Putting a halt to the anguish suffered by victims of online hate tirades may not be as complicated as we think
By By Morten Kjaerum
This comment is an excerpt from a survey of Jewish communities in the European Union: “I have the feeling that since going on Facebook, I have experienced more anti-Semitic comments in a few years than I have done my whole life.” But the sentiments it expresses are by no means limited to one group. In the UK, a British teenager recently committed suicide after a spate of online bullying, and in Italy a gay boy killed himself after bullying online and at school. Again in the UK, journalists and politicians have been subjected to intimidation and threats of violence via Twitter. In Austria, a 61-year-old was recently found guilty of inciting racial hatred on her Facebook page. However, a few relatively simply measures could bring lasting changes to the general climate of impunity that reigns on the internet and social media platforms. These moves would not stifle freedom of speech; what they most require is political will and a willingness to learn from others’ experience.
One of these is education. Some offensive comments made online are not intended to be so – they are just unfactual and ill-considered. To combat this, policymakers need to develop a list of guidelines on ethical behaviour on the internet. This would help children and young adults understand what tone and vocabulary are acceptable, that anonymity is no excuse for being abusive, and that it is possible to make negative comments without becoming aggressive. Some EU countries have specialised police units that monitor and investigate cyber-hate – but not all of them. And even where they exist, such divisions are often too under-staffed and under-financed to get to grips with a problem that is still relatively new.

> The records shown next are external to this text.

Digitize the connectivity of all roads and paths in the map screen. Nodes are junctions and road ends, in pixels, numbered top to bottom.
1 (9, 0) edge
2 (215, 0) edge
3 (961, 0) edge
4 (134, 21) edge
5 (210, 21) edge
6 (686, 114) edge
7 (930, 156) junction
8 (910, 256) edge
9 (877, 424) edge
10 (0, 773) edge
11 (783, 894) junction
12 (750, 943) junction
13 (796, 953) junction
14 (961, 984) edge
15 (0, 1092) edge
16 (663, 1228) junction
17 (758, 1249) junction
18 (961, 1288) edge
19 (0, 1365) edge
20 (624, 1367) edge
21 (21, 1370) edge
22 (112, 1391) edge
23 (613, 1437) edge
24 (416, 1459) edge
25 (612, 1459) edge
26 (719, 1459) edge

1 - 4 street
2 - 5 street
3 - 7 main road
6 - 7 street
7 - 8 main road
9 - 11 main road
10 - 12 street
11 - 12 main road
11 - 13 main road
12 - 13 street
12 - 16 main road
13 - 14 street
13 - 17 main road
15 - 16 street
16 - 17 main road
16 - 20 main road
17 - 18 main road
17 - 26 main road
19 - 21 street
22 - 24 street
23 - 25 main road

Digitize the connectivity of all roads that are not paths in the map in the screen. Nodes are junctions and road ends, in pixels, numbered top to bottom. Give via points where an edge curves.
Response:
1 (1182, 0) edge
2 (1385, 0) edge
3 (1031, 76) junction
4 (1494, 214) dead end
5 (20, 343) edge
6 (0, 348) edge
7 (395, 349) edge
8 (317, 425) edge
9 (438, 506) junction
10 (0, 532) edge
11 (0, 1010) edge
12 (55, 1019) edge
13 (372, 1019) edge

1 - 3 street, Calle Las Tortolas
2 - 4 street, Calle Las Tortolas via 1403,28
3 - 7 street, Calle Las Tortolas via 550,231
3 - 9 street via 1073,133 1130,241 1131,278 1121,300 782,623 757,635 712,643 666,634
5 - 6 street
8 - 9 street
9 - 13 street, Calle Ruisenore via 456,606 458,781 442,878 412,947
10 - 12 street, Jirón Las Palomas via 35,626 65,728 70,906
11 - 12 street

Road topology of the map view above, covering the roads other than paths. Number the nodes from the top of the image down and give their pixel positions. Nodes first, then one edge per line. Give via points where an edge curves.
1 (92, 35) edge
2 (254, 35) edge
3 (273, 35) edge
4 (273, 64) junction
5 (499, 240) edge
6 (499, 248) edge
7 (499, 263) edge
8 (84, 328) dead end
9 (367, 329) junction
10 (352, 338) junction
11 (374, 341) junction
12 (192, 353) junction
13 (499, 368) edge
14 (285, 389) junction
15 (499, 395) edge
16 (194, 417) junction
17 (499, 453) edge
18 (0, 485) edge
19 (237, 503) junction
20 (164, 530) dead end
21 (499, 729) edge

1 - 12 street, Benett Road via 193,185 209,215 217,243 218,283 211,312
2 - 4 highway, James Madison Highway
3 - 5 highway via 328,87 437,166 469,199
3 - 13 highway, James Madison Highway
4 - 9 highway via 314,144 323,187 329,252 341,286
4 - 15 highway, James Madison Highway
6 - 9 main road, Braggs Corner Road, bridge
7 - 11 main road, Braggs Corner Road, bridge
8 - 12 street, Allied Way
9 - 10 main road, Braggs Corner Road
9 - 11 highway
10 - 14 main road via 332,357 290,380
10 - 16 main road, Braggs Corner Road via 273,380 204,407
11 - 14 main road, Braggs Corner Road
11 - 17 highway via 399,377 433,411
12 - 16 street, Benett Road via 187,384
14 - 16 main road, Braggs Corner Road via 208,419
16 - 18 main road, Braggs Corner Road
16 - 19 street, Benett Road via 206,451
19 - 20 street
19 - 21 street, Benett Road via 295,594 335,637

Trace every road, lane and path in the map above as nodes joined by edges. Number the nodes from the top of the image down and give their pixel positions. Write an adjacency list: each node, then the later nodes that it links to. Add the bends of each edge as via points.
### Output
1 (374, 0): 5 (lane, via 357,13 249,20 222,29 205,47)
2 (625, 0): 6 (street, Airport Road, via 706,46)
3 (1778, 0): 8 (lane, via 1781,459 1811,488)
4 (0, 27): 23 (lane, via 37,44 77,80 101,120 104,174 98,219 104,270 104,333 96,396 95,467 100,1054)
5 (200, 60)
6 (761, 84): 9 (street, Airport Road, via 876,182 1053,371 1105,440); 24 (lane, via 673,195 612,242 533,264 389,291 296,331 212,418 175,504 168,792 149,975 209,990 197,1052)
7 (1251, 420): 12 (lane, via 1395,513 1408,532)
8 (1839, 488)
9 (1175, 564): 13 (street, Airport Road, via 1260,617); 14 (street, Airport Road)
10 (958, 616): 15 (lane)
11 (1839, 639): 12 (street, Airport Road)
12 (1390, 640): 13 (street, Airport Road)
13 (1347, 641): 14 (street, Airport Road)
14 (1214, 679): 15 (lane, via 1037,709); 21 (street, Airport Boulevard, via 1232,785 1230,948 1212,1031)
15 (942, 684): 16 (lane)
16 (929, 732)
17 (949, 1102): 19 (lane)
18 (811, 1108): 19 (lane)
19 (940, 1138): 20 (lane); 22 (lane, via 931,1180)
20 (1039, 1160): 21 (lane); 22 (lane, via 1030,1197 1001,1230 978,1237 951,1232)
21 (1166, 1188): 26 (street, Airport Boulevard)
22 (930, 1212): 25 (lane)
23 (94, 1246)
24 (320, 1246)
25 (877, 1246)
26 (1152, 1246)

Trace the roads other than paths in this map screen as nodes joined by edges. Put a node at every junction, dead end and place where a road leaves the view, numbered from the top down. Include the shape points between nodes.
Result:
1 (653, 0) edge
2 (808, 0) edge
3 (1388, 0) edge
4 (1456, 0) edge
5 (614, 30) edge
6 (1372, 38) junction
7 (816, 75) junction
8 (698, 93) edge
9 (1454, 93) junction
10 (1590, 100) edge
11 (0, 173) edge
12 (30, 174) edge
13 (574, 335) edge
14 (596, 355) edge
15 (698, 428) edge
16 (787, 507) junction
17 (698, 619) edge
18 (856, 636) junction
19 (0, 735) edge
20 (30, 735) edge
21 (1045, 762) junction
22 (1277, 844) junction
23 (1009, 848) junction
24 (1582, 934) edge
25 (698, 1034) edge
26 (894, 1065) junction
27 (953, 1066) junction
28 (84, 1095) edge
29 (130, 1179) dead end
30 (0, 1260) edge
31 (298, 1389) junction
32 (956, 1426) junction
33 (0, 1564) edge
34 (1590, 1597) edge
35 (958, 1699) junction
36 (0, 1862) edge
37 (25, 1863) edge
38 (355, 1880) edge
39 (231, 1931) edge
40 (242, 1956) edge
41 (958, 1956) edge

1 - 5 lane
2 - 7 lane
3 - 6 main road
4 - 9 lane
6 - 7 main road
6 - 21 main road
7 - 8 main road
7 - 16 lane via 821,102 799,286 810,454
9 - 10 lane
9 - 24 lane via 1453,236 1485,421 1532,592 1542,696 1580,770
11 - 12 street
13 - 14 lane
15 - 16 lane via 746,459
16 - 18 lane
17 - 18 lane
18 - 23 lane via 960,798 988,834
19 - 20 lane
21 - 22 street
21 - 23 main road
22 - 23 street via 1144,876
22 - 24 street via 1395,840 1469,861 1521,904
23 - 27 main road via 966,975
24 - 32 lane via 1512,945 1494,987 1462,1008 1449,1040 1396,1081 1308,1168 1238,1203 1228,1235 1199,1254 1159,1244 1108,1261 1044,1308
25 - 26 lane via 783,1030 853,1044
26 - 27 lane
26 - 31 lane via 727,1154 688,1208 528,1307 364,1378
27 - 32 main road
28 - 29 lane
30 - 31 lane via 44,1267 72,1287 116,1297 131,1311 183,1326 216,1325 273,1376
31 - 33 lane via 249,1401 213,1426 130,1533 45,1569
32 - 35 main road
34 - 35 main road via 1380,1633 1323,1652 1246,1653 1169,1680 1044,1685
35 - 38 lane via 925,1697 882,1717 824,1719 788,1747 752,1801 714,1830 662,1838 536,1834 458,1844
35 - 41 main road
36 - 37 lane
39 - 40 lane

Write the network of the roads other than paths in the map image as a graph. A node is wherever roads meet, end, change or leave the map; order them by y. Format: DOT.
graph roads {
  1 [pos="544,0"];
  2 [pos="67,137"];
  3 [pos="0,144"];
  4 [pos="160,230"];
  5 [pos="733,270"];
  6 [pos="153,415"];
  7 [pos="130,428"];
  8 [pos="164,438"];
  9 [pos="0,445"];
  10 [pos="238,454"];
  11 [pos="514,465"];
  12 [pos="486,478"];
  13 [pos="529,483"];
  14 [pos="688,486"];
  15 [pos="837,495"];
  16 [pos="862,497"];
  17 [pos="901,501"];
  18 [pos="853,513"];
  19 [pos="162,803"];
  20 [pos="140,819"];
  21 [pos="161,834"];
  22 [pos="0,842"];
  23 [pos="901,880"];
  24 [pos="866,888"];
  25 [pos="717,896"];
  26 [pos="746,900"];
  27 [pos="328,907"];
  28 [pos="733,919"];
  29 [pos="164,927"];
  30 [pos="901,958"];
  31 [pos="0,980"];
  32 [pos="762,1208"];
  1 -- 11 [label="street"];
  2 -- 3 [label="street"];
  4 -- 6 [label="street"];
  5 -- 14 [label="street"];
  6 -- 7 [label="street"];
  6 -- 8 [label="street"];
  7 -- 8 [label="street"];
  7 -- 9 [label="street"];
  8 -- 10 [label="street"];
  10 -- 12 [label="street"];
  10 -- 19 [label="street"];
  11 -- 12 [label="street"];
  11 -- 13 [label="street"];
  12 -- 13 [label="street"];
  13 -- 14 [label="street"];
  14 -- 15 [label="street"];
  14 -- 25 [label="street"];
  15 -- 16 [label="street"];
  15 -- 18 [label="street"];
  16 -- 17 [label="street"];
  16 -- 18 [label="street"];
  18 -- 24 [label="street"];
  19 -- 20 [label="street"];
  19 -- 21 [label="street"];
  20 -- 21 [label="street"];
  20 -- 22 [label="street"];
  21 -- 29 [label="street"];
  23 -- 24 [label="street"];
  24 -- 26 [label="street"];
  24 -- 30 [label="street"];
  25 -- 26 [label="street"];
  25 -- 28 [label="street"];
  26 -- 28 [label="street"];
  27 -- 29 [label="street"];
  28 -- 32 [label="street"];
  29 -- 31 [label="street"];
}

Related to this is the issue of reporting. Victims of hate crime frequently do not report incidents because they do not think it will change anything, or because they do not trust the police or other authorities. The European Commission has reserved the phone number 116 for helplines to be used across the EU. But the helpline for victims of crime is operational in only five member states. Surely it is time for other countries to activate and promote it? Last but not least, public figures of any kind must be more explicit in their condemnation of bias-motivated crime, both on and off-line. If they do not set an example, why should anyone else follow? The EU Agency for Fundamental Rights, of which I am the director, collects data on cyber-hate from the perspective of those targeted. The figures testify to the extent of the problem, and should motivate decision-makers to formulate policies that protect citizens from online harassment.
In our survey of Jewish communities cited above, to be published this autumn, abuse on the internet was considered the single most serious manifestation of anti-Semitism. In another recent study of ours, up to one in five of the 93,000 lesbian, gay, bisexual and transgender people surveyed across the EU said that their last incidence of harassment was online and as many as 15% said their most serious incidence of harassment was on the internet. And our forthcoming report of violence against women will show that in the EU up to 21% of young women have received unwanted sexually explicit e-mails or text messages. Up to 28% have been the target of offensive propositioning on social networking sites or in internet chat rooms.
Online harassment and bullying do not just affect those directly targeted. They inflict terrible damage on levels of social solidarity and trust – the fundamental sense of living in a safe society where all enjoy equal rights and protection. This is the essence of being a citizen. And this, too, is why we need to take action on cyber-hate.
Morten Kjaerum is the director of the European Union Agency for Fundamental Rights.